Hum Immunol. 2010 Jun;71(6):602-9. doi: 10.1016/j.humimm.2010.03.003. Epub 2010 Apr 8.
Recent genome-wide association studies have provided evidence for the involvement of 3p21 in the pathogenesis of Crohn's disease (CD). Here we attempted to validate the 3p21 region in a well characterized CD case-control New Zealand dataset of 329 CD patients and 521 controls by genotyping tagging single nucleotide polymorphisms (SNPs) across this region.
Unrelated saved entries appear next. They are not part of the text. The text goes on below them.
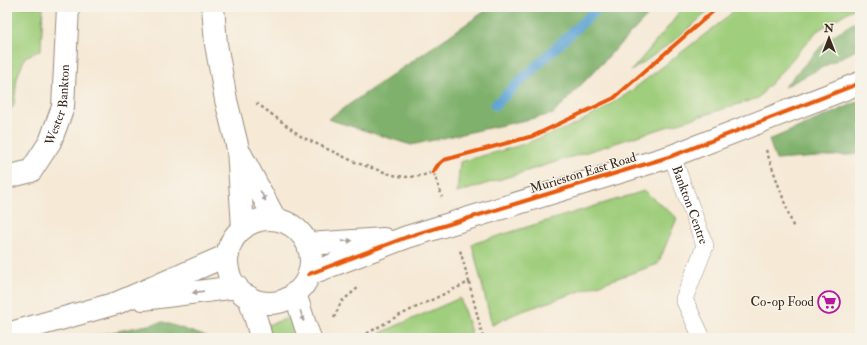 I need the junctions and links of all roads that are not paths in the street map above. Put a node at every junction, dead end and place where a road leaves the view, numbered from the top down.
1 (68, 7) edge
2 (213, 7) edge
3 (860, 83) edge
4 (238, 149) junction
5 (672, 156) junction
6 (7, 177) edge
7 (275, 219) junction
8 (243, 228) junction
9 (407, 237) junction
10 (308, 244) junction
11 (228, 255) junction
12 (309, 274) junction
13 (243, 292) junction
14 (295, 293) junction
15 (117, 303) junction
16 (7, 334) edge
17 (260, 338) edge
18 (310, 338) edge
19 (702, 338) edge

1 - 6 street, Wester Bankton
2 - 4 street
3 - 5 street, Murieston East Road
4 -> 7 street
4 - 8 street
5 - 9 street, Murieston East Road
5 - 19 lane, Bankton Centre
7 - 8 street
7 - 10 street
8 - 11 street
10 -> 9 street, Murieston East Road
9 - 12 street, Murieston East Road
10 - 12 street
11 - 13 street
11 - 15 street
12 - 14 street
13 - 14 street
13 -> 15 street
13 - 17 street
14 -> 18 street
15 - 16 street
Analysis revealed significant differences between patients and controls for six of 14 SNPs: rs9874472, rs1800668, rs11716445, rs4283605, rs2131109, and rs6446298. Five of these demonstrated strong interaction with CARD15 and phenotypic analysis demonstrated association of these SNPs with age at first diagnosis, CD location, CD behavior and requirement of bowel resection. The results from this study support the accumulating evidence that suggests the 3p21 region is a CD-associated locus, although it remains unclear which is the causative SNP and/or gene.
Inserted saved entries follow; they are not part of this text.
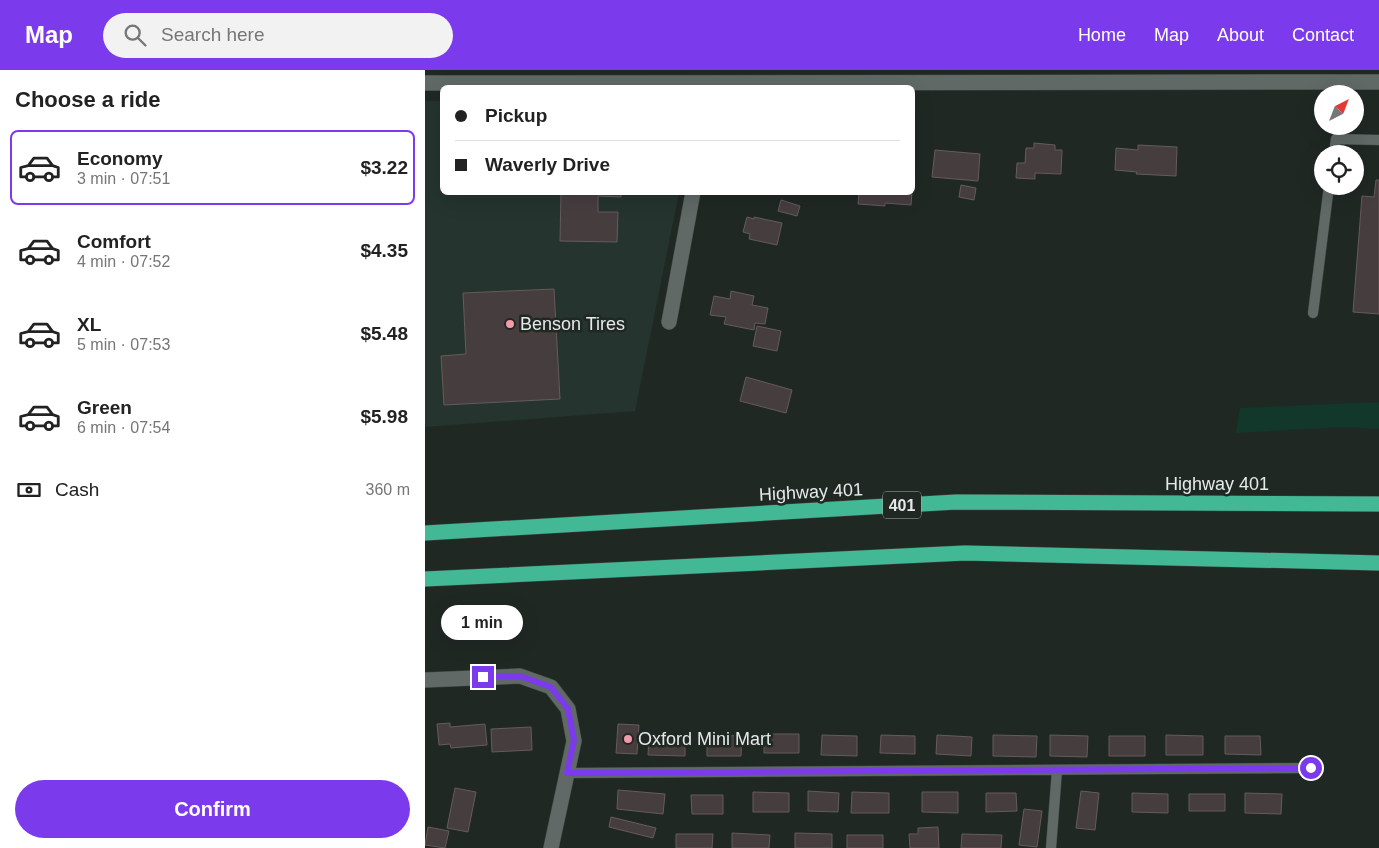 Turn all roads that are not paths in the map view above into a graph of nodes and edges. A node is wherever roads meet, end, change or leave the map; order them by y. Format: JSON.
{"nodes":[{"id":1,"x":714,"y":80,"type":"edge"},
{"id":2,"x":1379,"y":82,"type":"edge"},
{"id":3,"x":425,"y":83,"type":"edge"},
{"id":4,"x":599,"y":85,"type":"edge"},
{"id":5,"x":661,"y":85,"type":"edge"},
{"id":6,"x":1379,"y":140,"type":"edge"},
{"id":7,"x":1335,"y":145,"type":"edge"},
{"id":8,"x":692,"y":195,"type":"edge"},
{"id":9,"x":1328,"y":195,"type":"edge"},
{"id":10,"x":1313,"y":313,"type":"dead end"},
{"id":11,"x":669,"y":322,"type":"dead end"},
{"id":12,"x":1379,"y":504,"type":"edge"},
{"id":13,"x":425,"y":533,"type":"edge"},
{"id":14,"x":1379,"y":563,"type":"edge"},
{"id":15,"x":425,"y":579,"type":"edge"},
{"id":16,"x":425,"y":680,"type":"edge"},
{"id":17,"x":1311,"y":768,"type":"dead end"},
{"id":18,"x":1057,"y":770,"type":"junction"},
{"id":19,"x":567,"y":773,"type":"junction"},
{"id":20,"x":551,"y":848,"type":"edge"},
{"id":21,"x":1051,"y":848,"type":"edge"}],
"edges":[{"from":1,"to":2,"type":"street"},
{"from":1,"to":5,"type":"street"},
{"from":3,"to":4,"type":"street"},
{"from":4,"to":5,"type":"street"},
{"from":6,"to":7,"type":"lane"},
{"from":8,"to":11,"type":"street"},
{"from":9,"to":10,"type":"lane"},
{"from":12,"to":13,"type":"highway","name":"Highway 401","number":"401"},
{"from":14,"to":15,"type":"highway"},
{"from":16,"to":19,"type":"street"},
{"from":17,"to":18,"type":"lane"},
{"from":18,"to":19,"type":"lane"},
{"from":18,"to":21,"type":"lane"},
{"from":19,"to":20,"type":"street"}]}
最近的全基因组关联研究为 3p21 在克罗恩病(CD)发病机制中的作用提供了证据。在这里,我们通过对该区域的标签单核苷酸多态性(SNP)进行基因分型,试图在一个具有良好特征的新西兰 329 例 CD 病例对照数据集(521 名对照)中验证 3p21 区域。分析显示,在 14 个 SNP 中,有 6 个 SNP 在患者和对照组之间存在显著差异:rs9874472、rs1800668、rs11716445、rs4283605、rs2131109 和 rs6446298。其中 5 个与 CARD15 具有强烈的相互作用,表型分析表明这些 SNP 与首次诊断的年龄、CD 位置、CD 行为和肠切除术的需求有关。这项研究的结果支持了越来越多的证据,表明 3p21 区域是一个与 CD 相关的基因座,尽管尚不清楚哪个是致病 SNP 和/或基因。